Os desígnios insondáveis de Rosário
Bernardo de Brito e Cunha
ACHO QUE TODOS temos um pouco disto: o de haver um programinha qualquer que não perdemos, dê por onde der, semana após semana. Uns talvez se inclinem para um programa de informação específico, outros para uma série, outros ainda para uma novela ou, quem sabe, até deve haver quem não perca a “Casa dos Segredos”. Casa essa, digamo-lo de passagem, que não tem conseguido bater, em termos de audiências, a novela transmitida pela SIC, “Dancin’ Days”, coisa incompreensível sobretudo se atentarmos que, logo a seguir, aparece a nova versão de “Gabriela” e, como se não bastasse, grandes interpretações em “Avenida Brasil”. Até parece que a SIC voltou aos tempos de Rangel, com novela atrás de novela – afinal as armas da TVI. Isto era capaz de merecer uma outra análise, talvez mais profunda e cuidada, mas ficará para uma outra vez: por agora voltemos ao programinha que eu não perco.
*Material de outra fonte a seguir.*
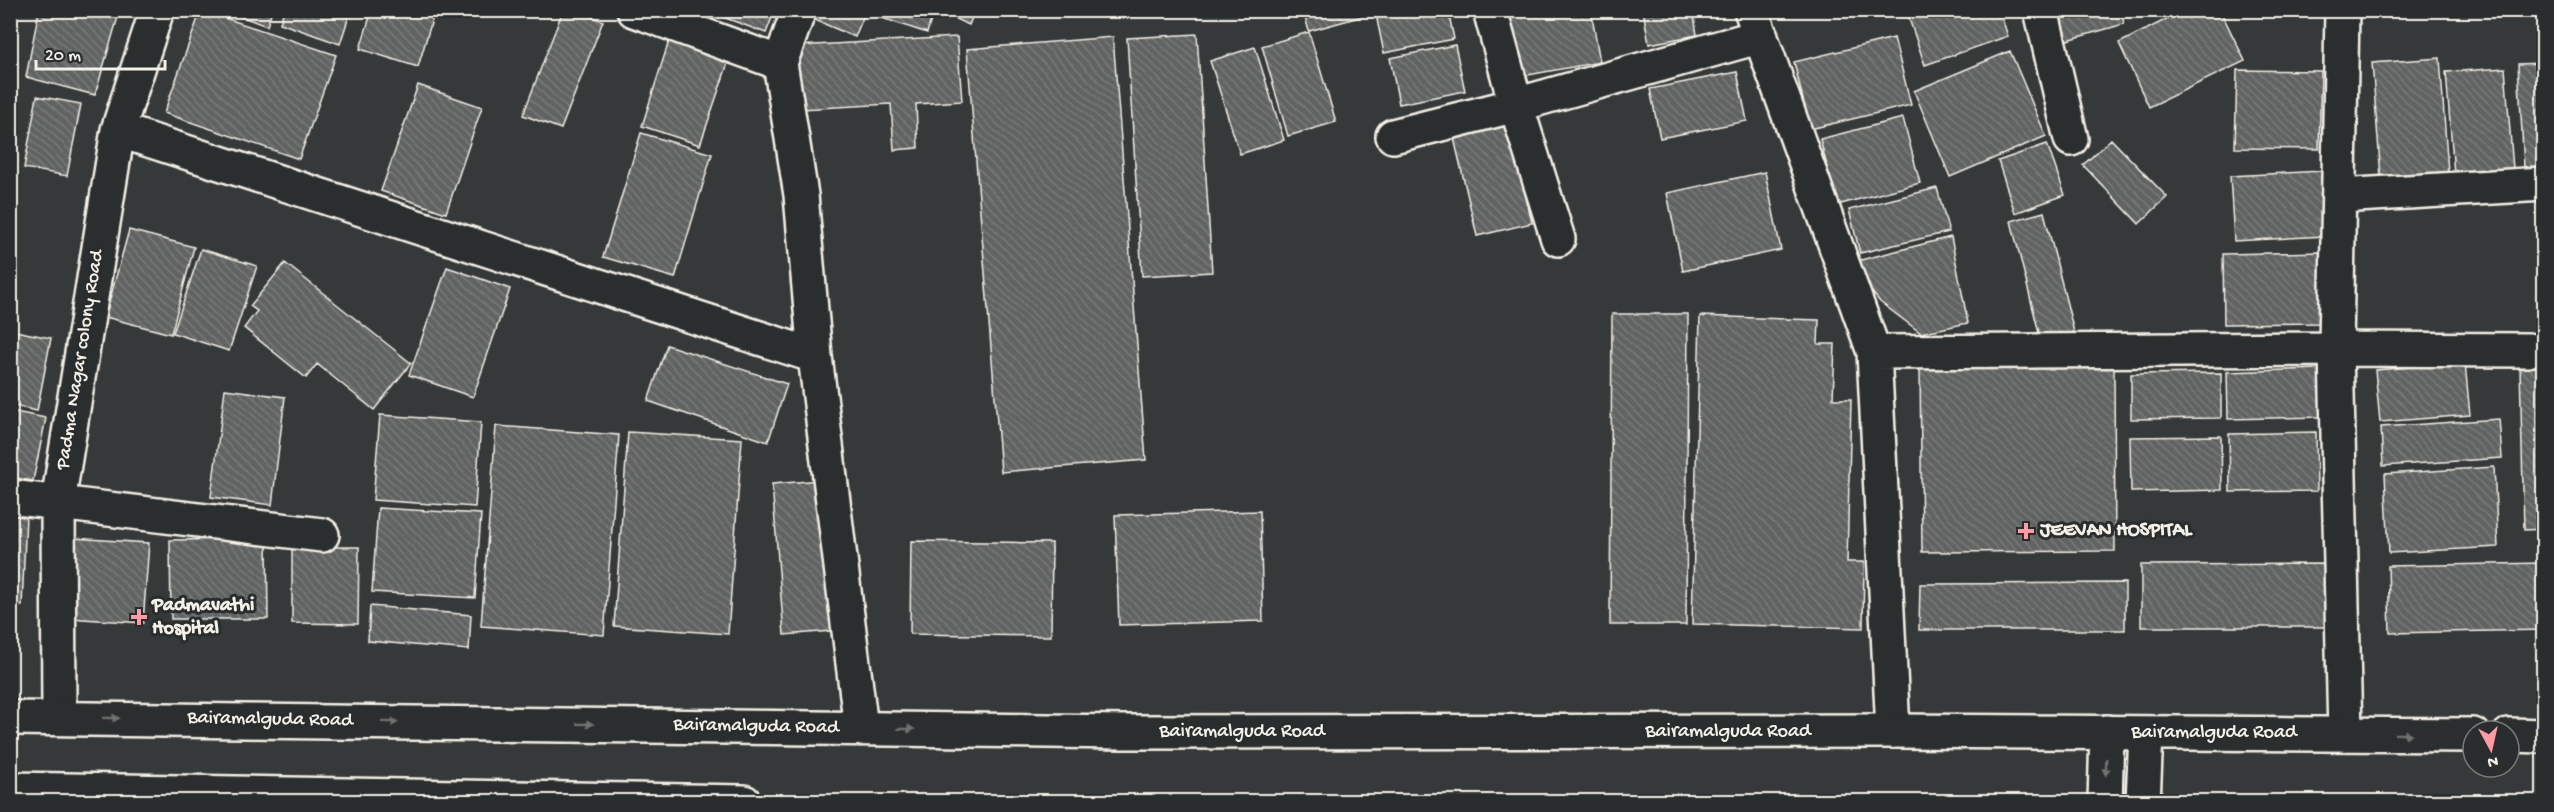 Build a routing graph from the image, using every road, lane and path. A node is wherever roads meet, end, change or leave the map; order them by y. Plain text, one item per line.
1 (157, 10) edge
2 (634, 10) edge
3 (799, 10) edge
4 (1490, 10) edge
5 (2041, 10) edge
6 (2342, 10) edge
7 (1756, 23) edge
8 (780, 63) junction
9 (1516, 105) junction
10 (118, 130) junction
11 (1393, 136) dead end
12 (2071, 139) dead end
13 (2544, 184) edge
14 (2339, 196) junction
15 (1558, 239) dead end
16 (2336, 349) junction
17 (2528, 350) dead end
18 (1874, 352) junction
19 (814, 356) junction
20 (10, 497) edge
21 (58, 502) junction
22 (322, 535) dead end
23 (59, 717) junction
24 (10, 718) edge
25 (861, 728) junction
26 (1893, 732) junction
27 (2107, 732) junction
28 (2146, 733) junction
29 (2345, 734) junction
30 (2461, 735) edge
31 (2521, 735) edge
32 (2544, 736) edge
33 (10, 789) edge
34 (293, 797) edge
35 (643, 801) edge
36 (744, 801) edge
37 (2105, 801) edge
38 (2143, 801) edge

1 - 10 street, Padma Nagar colony Road
2 - 8 street
3 - 8 street
4 - 9 street
5 - 12 street
6 - 14 street
7 - 9 street
7 - 18 street
8 - 19 street
9 - 11 street
9 - 15 street
10 - 19 street
10 - 21 street, Padma Nagar colony Road
13 - 14 street
14 - 16 street
16 - 17 street
16 - 18 street
16 - 29 street
18 - 26 street
19 - 25 street
20 - 21 street
21 - 22 street
21 - 23 street, Padma Nagar colony Road
23 - 24 street, Bairamalguda Road
23 -> 25 street, Bairamalguda Road
25 -> 26 street, Bairamalguda Road
26 - 27 street, Bairamalguda Road
27 - 28 street, Bairamalguda Road
27 -> 37 street
28 - 29 street, Bairamalguda Road
28 - 38 street
29 -> 30 street, Bairamalguda Road
31 - 32 street
33 - 34 street
34 - 35 street
35 - 36 street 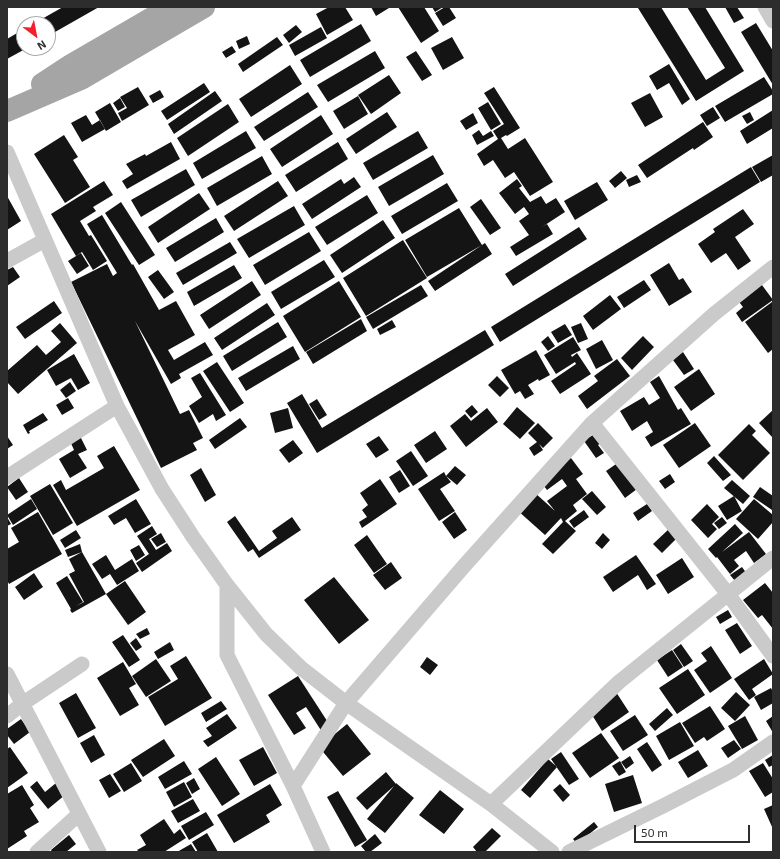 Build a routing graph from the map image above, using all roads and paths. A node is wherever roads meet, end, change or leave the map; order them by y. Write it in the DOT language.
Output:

TEM UM NOME, naturalmente: “Mudar de Vida”. E uma interveniente constante e permanente, de sua graça Rosário Salgueiro, jornalista da RTP. E que faz Rosário? Todas as semanas, pontualmente, muda de vida. Lembro-me das edições mais recentes, em que foi sucessivamente empregada de um hotel de cinco estrelas e onde efetuou diversas tarefas domésticas, próprias de uma empregada que faz camas, limpa, etc; depois trabalhou na apanha da cortiça, bem como na sua transformação; e finalmente, na última segunda-feira, vi-a transformar-se em tratadora/alimentadora de muitos dos peixes e outras espécies marinhas que se encontram nos tanques do Oceanário de Lisboa. E não é que Rosário consegue fazer, em 30 minutos, um trabalho notável? Ela vai trabalhar para aqui e depois para acolá e esta espécie de vida que ela tem – e que é obviamente falsa, falsa no sentido de que devem ser várias semanas aqui e outras tantas acolá – esta vida que ela leva, dizia, surge tão cheia de encantos (e durezas: mas sobretudo encantos) que parece ser a vida que todos gostávamos de ter. No programa do Oceanário dei comigo a pensar “Era isto que eu gostava de fazer!” e de certeza que, para a semana, a vontade irá onde me levar a Rosário.
ROSÁRIO SALGUEIRO é, muitas vezes atirada às feras, embora não acredite que seja totalmente sem rede: no Oceanário, por exemplo, teve como primeira tarefa… ir alimentar um tubarão. E aí ficámos a saber porque razão, no Oceanário, os predadores (os tubarões, as mantas…) são alimentados cinco vezes por dia: para que não tenham de comer as outras espécies. Nunca isto me tinha passado pela cabeça, ou melhor, tinha pensado como seria que a coisa se evitava – e nunca pensara nesta solução simples: mantê-los alimentados. Elementar.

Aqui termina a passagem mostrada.